■ **Material to process**:
[Start of Attachment]

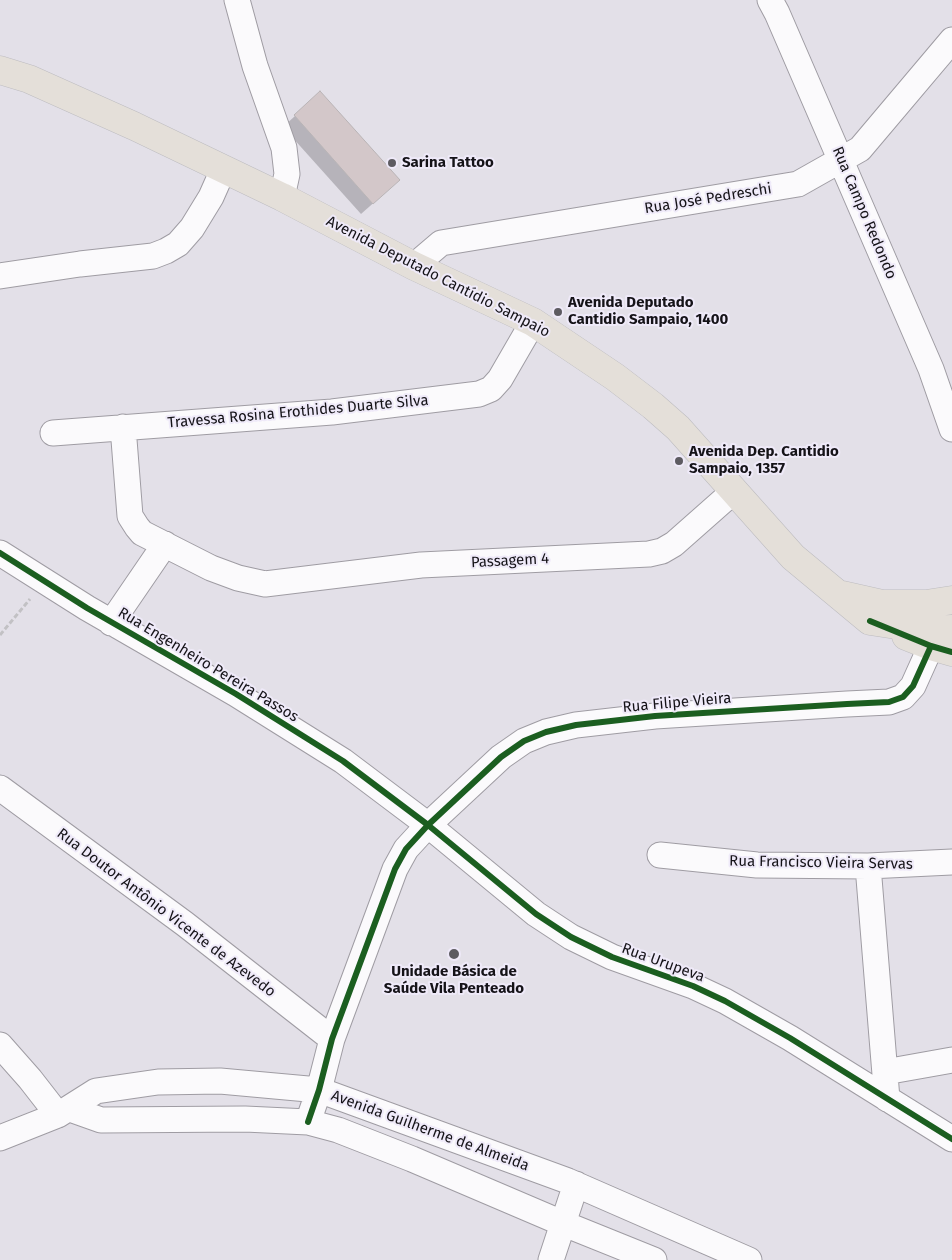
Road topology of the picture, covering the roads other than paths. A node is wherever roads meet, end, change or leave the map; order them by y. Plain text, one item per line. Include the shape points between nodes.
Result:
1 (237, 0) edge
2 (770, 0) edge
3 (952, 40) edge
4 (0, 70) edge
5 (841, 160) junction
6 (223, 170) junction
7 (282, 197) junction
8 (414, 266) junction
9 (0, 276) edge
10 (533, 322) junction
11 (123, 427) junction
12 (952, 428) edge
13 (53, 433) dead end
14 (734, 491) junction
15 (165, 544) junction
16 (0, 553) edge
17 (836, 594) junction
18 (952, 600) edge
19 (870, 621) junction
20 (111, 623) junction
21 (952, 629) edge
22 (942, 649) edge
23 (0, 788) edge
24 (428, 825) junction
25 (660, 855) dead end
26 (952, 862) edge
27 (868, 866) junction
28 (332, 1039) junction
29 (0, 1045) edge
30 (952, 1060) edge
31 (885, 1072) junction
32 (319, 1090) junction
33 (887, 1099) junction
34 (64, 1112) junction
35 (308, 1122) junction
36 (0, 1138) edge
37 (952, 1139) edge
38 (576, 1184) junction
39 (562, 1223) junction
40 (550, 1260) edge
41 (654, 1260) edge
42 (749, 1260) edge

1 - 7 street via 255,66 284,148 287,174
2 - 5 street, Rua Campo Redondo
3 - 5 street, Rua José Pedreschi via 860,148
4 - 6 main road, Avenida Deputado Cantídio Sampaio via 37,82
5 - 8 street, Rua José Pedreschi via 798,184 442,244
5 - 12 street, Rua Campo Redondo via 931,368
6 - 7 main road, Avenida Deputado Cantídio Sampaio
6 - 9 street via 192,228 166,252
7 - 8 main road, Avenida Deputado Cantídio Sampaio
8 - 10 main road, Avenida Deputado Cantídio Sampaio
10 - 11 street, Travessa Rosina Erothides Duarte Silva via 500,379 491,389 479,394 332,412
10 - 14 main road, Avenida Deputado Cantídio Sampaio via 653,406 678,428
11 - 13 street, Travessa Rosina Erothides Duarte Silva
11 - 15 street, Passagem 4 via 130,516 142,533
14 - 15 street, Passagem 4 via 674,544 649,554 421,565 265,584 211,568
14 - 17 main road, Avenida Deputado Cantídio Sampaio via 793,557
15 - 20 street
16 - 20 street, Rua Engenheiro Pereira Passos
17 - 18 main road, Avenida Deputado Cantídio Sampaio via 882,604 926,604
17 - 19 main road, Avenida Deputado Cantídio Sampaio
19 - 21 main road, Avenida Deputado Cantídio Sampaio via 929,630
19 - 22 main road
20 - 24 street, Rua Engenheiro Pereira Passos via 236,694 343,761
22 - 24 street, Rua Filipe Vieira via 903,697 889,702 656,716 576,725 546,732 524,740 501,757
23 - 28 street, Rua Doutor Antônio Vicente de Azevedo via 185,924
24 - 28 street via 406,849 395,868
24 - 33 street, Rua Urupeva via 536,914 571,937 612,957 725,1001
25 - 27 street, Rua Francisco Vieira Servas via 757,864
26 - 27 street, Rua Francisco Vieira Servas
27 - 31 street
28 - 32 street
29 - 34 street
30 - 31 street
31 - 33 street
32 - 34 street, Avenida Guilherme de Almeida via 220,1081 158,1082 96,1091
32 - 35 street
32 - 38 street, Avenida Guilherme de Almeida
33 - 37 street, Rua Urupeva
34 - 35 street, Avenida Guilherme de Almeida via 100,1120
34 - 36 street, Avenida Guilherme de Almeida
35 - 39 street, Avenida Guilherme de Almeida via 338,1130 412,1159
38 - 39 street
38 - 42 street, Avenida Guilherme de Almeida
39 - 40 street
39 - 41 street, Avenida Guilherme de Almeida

[End of Attachment]
[Start of Attachment]

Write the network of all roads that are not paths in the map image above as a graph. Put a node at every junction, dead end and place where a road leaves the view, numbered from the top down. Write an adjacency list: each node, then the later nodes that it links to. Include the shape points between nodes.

[End of Attachment]

■ **Assignment**:
For each line above that carries the word "nodes", copy it out.

■ **Answer to this problem**:
Road topology of the picture, covering the roads other than paths. A node is wherever roads meet, end, change or leave the map; order them by y. Plain text, one item per line. Include the shape points between nodes.
Write the network of all roads that are not paths in the map image above as a graph. Put a node at every junction, dead end and place where a road leaves the view, numbered from the top down. Write an adjacency list: each node, then the later nodes that it links to. Include the shape points between nodes.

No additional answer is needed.